DATA SUPPLIED
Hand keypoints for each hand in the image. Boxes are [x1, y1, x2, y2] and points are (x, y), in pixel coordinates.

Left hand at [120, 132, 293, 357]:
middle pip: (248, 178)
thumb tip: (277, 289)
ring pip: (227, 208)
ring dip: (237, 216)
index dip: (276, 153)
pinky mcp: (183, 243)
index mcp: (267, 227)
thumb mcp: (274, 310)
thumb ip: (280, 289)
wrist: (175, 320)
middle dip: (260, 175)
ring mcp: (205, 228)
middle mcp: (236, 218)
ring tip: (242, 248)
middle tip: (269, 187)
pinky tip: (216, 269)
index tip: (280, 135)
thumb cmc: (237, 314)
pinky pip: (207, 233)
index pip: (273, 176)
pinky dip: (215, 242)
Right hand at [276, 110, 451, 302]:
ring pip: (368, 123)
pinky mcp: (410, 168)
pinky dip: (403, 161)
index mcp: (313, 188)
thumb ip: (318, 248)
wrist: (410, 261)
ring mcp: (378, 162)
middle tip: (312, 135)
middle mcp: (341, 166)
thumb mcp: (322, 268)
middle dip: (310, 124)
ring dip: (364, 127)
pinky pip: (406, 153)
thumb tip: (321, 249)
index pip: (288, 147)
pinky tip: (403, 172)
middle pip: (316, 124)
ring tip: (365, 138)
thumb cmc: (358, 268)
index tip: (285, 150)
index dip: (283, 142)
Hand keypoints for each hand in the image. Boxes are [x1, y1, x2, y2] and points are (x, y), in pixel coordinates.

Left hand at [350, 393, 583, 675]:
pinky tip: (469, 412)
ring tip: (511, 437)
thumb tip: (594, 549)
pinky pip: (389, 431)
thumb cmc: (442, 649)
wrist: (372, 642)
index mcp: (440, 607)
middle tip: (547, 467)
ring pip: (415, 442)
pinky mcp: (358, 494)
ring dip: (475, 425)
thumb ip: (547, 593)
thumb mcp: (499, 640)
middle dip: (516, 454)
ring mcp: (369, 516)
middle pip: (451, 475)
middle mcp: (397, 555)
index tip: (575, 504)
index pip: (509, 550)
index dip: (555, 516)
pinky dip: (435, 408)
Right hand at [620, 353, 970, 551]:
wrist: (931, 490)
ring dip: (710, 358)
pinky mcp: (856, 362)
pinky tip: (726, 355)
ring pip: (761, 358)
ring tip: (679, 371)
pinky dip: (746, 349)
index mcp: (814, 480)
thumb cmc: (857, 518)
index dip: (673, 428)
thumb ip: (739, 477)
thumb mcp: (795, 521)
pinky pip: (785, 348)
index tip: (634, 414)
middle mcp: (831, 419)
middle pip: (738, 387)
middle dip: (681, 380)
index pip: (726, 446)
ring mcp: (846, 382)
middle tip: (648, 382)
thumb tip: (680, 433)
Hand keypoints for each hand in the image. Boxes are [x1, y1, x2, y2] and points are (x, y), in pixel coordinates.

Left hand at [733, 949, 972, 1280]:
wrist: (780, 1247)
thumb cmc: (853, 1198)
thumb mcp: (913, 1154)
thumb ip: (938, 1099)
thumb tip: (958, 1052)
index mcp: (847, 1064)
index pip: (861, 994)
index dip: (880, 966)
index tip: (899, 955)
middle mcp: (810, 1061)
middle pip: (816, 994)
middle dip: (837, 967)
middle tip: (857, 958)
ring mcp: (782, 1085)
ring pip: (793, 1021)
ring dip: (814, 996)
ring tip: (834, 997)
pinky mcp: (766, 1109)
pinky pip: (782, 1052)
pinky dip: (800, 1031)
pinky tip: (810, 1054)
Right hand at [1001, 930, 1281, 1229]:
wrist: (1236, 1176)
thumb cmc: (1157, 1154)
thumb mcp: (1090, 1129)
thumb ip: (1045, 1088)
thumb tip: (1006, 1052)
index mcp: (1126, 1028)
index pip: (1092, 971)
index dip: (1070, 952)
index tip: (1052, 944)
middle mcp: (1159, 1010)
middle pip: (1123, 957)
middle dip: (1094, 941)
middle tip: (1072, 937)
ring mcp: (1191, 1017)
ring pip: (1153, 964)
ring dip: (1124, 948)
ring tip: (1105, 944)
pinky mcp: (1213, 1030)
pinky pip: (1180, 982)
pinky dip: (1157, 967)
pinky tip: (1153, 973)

PROBLEM REQUIREMENTS
Starting from the line holding "index tip: (1052, 944)", restate the remaining lines of the data word for word, including the last.

REPLY
index tip: (1052, 944)
middle mcp: (1159, 1010)
middle pip: (1123, 957)
middle dip: (1094, 941)
middle tip: (1072, 937)
ring mcp: (1191, 1017)
ring pip: (1153, 964)
ring dip: (1124, 948)
ring tip: (1105, 944)
pinky mcp: (1213, 1030)
pinky pip: (1180, 982)
pinky dip: (1157, 967)
pinky tip: (1153, 973)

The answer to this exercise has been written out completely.